[Description of the task] Using the records provided below, locate and copy each line that contains the word "main".
BEGIN Working data
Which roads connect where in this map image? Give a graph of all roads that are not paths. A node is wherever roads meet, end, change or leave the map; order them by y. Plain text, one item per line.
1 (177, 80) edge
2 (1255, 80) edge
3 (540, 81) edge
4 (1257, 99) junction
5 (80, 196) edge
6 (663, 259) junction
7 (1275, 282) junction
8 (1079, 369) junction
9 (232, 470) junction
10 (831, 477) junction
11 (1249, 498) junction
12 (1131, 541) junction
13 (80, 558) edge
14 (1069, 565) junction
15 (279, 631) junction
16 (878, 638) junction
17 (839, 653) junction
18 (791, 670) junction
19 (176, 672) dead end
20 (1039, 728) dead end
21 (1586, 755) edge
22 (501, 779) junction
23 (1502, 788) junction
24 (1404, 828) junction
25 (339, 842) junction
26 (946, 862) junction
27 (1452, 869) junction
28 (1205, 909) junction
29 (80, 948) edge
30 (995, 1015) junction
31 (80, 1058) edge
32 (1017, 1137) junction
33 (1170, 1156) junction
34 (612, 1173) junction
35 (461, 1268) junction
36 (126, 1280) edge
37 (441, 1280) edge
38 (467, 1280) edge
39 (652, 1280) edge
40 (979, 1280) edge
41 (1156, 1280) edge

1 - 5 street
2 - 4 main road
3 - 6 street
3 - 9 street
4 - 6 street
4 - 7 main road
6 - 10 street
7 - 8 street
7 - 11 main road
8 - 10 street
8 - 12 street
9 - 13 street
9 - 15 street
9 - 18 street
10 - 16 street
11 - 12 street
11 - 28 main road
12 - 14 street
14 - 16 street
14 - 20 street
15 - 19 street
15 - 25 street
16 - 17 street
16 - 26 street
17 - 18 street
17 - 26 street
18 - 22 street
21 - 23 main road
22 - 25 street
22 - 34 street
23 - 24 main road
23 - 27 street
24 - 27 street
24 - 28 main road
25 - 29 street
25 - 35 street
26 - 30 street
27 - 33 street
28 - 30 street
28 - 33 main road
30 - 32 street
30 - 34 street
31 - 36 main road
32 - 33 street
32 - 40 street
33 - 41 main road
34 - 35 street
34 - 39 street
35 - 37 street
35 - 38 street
END Working data
[Exercise response]
2 - 4 main road
4 - 7 main road
7 - 11 main road
11 - 28 main road
21 - 23 main road
23 - 24 main road
24 - 28 main road
28 - 33 main road
31 - 36 main road
33 - 41 main road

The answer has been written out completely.